Ce dimanche-là, la colonne des
militaires allemands était montée à l’assaut d’un groupe de maquisards situé
sur le territoire de la commune de Lairière, au bord du plateau de Lacamp. Il y
avait eu des tués des deux côtés;
les allemands ramenaient leurs morts dans leurs camions. A Durfort, où ils se
sont arrêtés, ils ont trouvé du vin dans une cave, ils ont bu tout ce qu’ils
ont pu engloutir et sont repartis non sans avoir mis le feu à la seule maison
habitable de Durfort, inoccupée ce jour-là.

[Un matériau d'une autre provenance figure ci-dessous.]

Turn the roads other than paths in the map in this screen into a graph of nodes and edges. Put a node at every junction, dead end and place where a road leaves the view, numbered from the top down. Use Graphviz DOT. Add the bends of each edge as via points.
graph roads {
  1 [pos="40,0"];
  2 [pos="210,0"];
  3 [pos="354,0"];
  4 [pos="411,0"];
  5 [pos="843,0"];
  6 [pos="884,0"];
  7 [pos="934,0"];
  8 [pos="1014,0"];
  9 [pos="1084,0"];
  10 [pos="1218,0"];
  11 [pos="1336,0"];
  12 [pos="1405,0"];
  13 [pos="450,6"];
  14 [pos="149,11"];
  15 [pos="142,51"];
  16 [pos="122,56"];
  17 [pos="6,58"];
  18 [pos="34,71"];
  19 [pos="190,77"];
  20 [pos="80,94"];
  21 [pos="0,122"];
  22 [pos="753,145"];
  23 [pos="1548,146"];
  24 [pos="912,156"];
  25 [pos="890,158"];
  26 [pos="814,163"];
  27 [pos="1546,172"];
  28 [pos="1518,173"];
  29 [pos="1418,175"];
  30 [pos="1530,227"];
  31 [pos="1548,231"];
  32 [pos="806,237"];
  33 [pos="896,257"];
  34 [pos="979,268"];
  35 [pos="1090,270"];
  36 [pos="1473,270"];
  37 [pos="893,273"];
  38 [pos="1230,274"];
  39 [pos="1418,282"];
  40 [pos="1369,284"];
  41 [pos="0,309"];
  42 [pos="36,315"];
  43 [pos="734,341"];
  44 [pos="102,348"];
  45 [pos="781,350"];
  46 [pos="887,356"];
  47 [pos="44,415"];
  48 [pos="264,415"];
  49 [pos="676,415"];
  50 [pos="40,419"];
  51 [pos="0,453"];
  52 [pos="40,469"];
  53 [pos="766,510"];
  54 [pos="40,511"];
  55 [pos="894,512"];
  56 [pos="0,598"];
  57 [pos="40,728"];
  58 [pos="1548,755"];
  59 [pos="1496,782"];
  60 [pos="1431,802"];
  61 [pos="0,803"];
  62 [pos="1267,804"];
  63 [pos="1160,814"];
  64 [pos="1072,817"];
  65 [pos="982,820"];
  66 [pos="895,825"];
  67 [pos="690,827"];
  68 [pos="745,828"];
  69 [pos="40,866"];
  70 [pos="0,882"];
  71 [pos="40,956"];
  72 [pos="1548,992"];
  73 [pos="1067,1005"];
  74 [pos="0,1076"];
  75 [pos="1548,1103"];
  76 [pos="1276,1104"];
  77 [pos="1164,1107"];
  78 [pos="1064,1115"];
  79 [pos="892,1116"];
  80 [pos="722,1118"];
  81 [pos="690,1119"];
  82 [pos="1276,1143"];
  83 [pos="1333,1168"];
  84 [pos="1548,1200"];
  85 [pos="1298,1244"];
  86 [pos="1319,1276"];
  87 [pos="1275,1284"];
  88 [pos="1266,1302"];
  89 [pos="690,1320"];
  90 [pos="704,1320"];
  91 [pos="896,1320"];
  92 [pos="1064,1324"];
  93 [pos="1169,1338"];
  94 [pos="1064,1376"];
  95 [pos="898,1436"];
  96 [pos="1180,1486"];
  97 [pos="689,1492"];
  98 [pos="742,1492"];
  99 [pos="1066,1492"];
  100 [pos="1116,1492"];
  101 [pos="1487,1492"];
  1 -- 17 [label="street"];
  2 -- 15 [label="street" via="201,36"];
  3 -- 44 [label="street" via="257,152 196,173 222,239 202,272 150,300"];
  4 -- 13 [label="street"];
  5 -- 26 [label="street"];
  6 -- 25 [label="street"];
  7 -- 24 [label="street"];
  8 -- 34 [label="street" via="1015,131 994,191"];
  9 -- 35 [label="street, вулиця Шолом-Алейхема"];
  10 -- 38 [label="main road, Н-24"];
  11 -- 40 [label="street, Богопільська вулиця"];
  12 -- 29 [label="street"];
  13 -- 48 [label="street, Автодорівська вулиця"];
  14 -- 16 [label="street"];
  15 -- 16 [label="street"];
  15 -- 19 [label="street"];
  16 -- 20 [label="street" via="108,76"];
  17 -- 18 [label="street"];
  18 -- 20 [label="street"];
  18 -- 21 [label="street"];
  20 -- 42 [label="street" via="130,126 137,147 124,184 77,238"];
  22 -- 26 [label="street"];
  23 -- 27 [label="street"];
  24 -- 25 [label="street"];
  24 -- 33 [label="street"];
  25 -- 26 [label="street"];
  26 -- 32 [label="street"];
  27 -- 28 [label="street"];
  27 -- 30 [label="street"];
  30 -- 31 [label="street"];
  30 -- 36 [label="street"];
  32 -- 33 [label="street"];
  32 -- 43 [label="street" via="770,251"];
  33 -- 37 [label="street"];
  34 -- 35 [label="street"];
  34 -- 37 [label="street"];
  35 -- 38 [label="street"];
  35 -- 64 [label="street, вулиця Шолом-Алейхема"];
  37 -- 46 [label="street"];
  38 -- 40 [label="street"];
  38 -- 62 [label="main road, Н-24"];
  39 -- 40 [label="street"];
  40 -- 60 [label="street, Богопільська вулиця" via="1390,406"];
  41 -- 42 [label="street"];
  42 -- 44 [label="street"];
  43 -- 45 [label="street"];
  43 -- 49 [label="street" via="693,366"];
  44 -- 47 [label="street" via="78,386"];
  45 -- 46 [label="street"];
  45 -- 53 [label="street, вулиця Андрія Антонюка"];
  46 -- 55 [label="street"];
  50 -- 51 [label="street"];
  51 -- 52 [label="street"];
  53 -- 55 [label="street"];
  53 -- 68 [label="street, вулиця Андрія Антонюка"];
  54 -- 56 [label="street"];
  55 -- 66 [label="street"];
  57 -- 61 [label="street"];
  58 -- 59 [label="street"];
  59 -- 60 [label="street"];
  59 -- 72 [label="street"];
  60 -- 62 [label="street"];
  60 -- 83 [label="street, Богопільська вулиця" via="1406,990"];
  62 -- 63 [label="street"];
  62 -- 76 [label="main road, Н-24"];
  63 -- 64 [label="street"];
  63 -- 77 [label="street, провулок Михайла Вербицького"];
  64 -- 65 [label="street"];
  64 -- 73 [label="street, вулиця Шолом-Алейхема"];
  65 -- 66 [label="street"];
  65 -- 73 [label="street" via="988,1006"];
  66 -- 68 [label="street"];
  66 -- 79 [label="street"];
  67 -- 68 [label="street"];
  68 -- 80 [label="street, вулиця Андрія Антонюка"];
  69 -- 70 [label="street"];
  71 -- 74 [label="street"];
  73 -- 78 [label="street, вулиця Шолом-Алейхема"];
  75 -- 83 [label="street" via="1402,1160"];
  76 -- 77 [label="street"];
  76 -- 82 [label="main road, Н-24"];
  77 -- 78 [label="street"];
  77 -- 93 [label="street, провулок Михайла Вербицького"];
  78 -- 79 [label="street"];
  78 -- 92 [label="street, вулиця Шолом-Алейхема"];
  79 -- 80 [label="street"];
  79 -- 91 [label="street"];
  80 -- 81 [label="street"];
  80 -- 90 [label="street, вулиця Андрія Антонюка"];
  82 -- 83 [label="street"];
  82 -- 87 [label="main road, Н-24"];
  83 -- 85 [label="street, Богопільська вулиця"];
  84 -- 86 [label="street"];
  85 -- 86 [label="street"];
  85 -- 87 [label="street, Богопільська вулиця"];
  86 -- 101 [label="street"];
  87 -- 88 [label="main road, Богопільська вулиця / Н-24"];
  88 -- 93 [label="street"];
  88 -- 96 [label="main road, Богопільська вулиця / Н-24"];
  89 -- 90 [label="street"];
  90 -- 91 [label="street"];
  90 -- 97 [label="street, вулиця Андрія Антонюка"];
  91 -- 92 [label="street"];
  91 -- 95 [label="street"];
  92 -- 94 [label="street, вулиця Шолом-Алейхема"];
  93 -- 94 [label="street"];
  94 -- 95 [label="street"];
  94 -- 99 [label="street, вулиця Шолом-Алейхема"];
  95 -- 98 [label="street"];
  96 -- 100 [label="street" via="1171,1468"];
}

A Ribaute le mitraillage avait copieusement arrosé
l’espace de l’ancienne gare. La porte en tôle épaisse du petit bâtiment a été transpercée à plusieurs endroits par les
balles. On a relevé des dégradations de la façade. La maison
d’habitation de Mr Henri Maury, alors maire, a reçu de nombreux impacts. Pour
se protéger des tirs, M. Maury et son gendre, avaient plaqué des matelas contre
les fenêtres. Nous apprendrons le lendemain que le
village de Moux a connu un sort comparable puisque deux jeunes hommes qui
rentraient tranquillement chez eux ont été tués au fusil mitrailleur manié
depuis l’un des camions qui ne se sont
pas arrêtés.
Robert Anguille
(mai 2014)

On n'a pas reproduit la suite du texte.